NCAR / NEON-visualization

Repository to include all neon-related visualization scripts.
GNU Affero General Public License v3.0
13 stars 8 forks source link

mask out bad data from NEON eval files #4

Open wwieder opened 2 years ago

wwieder commented 2 years ago

To mask out absurd measurements from NEON data @ddurden recommended using these min and max thresholds that are used in Ameriflux data processing.

@negin513 , it's not urgent but can you bring these thresholds into scripts that plot up NEON observations?

Flags used for Ameriflux data Rng$Min <- data.frame( "FC" = -100, #[umol m-2 s-1] "SC" = -100, #[umol m-2 s-1] "NEE" = -100, #[umol m-2 s-1 "LE" = -500, #[W m-2] "H" = -500, #[W m-2] "USTAR" = 0, #[m s-1] "CO2" = 200, #[umol mol-1] "H2O" = 0, #[mmol mol-1] "WS_1_1_1" = 0, #[m s-1] "WS_MAX_1_1_1" = 0, #[m s-1] "WD_1_1_1" = -0.1, #[deg] "T_SONIC" = -55.0, #[C] )

Rng$Max <- data.frame( "FC" = 100, #[umol m-2 s-1] "SC" = 100, #[umol m-2 s-1] "NEE" = 100, #[umol m-2 s-1] "LE" = 1000, #[W m-2] "H" = 1000, #[W m-2] "USTAR" = 5, #[m s-1] "CO2" = 800, #[umol mol-1] "H2O" = 100, #[mmol mol-1] "WS_1_1_1" = 50, #[m s-1] "WS_MAX_1_1_1" = 50, #[m s-1] "WD_1_1_1" = 360, #[deg] "T_SONIC" = 45.0, #[C] )

wwieder commented 2 years ago

@negin513 not critical, but did you ever try applying these masks to the plots of NEON data?

negin513 commented 2 years ago

Thanks @wwieder for the reminder. I actually did not see this before. I will work on applying these filters. I am wondering what would be the best way to do this. I think we eventually want these filters for both Bokeh and matplotlib plots so maybe writing a function remove_outliers (or something like that) and call it during pre-processing makes the most sense.

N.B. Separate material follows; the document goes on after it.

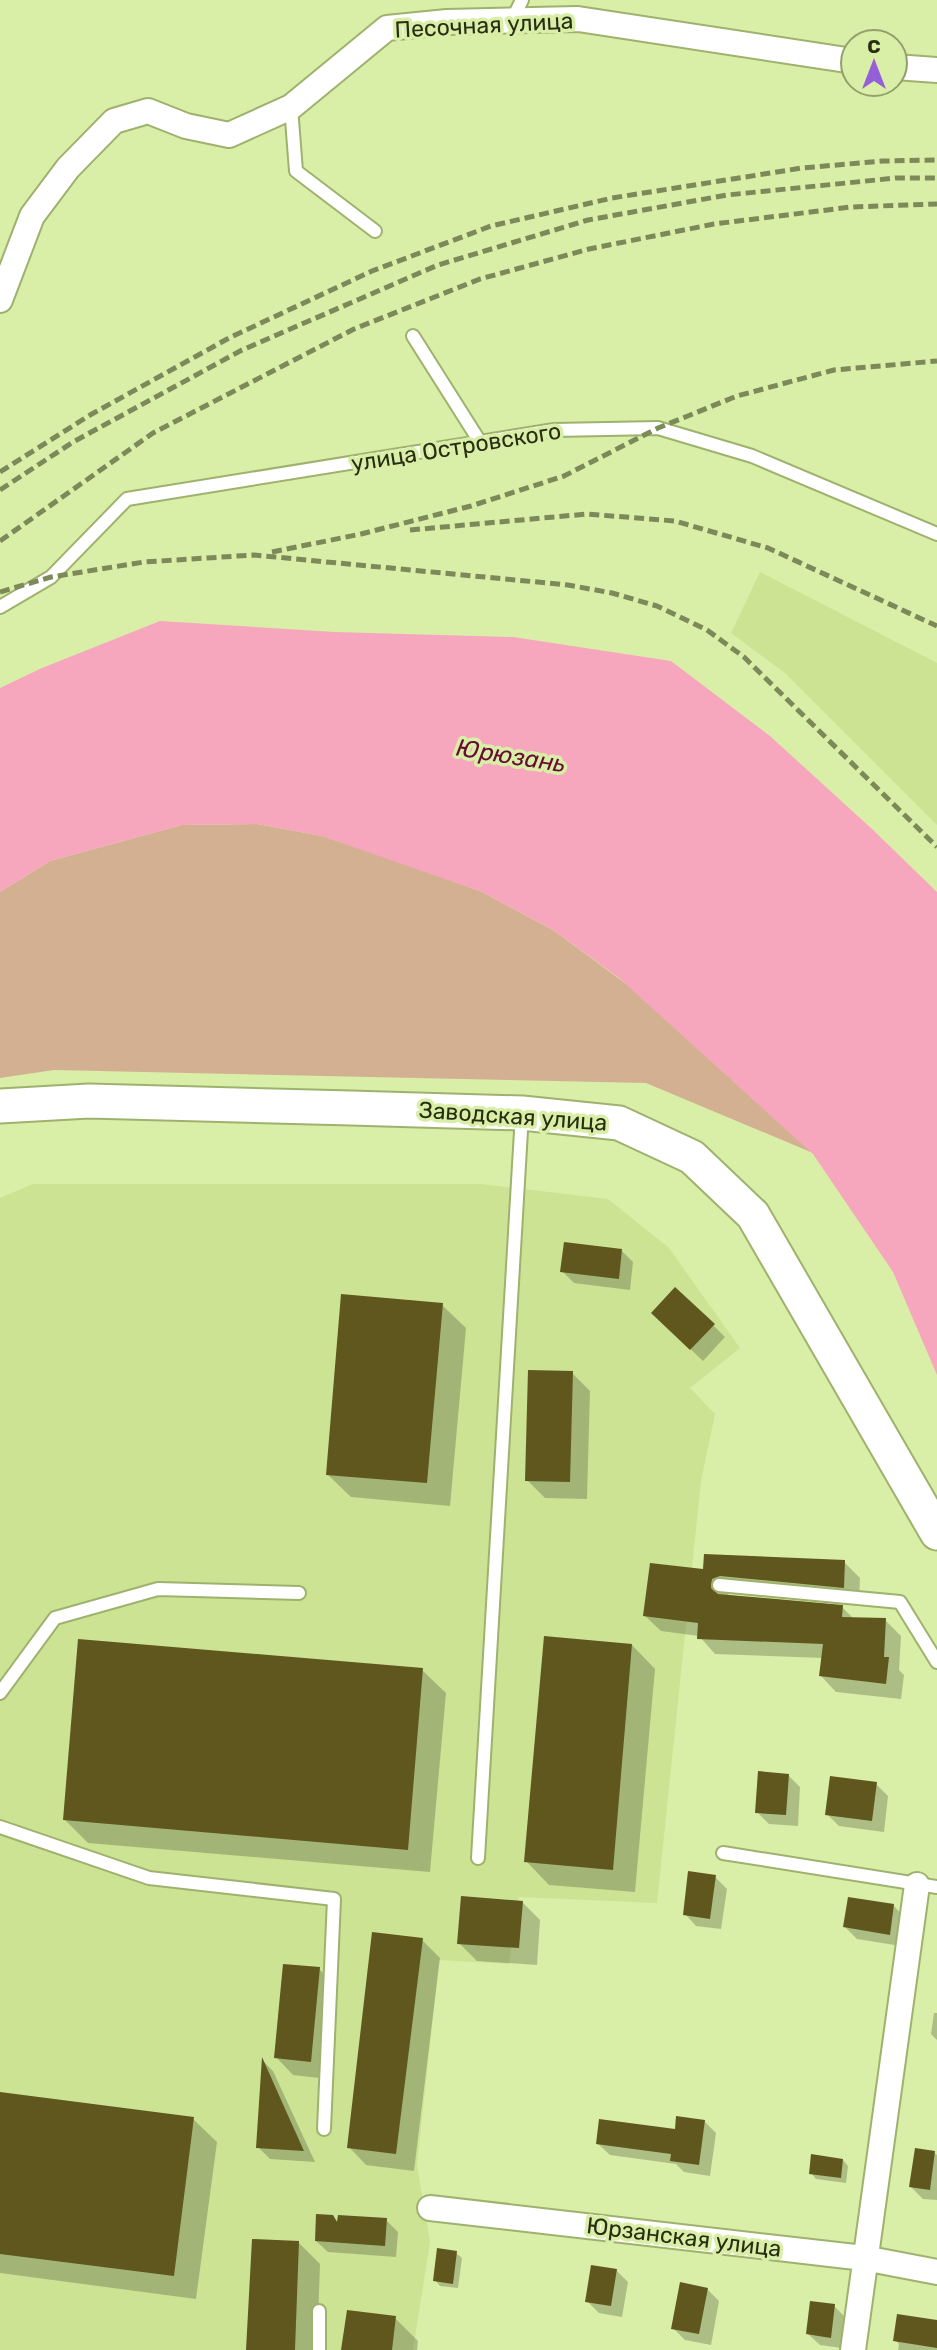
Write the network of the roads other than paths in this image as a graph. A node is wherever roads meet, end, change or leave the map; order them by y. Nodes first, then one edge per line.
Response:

negin513 commented 2 years ago

What I originally had in mind for filtering the outlier was using std instead of fixed values. I am not sure which method (using fixed values for each variable vs. using automatic outlier detection methods) works better and it is easier.

For automatic outlier detection, there are other options available as well:

An example of using one-class classification for outlier detection: https://blogs.sap.com/2020/12/29/outlier-detection-with-one-class-classification-using-python-machine-learning-client-for-sap-hana/

wwieder commented 2 years ago

I like the function to remove_outliers. At this stage I'd keep it simple and really obvious what we're doing. Using fixed values or the 3 sigma threshold will hopefully catch the bulk of the crazy spikes in the measurements.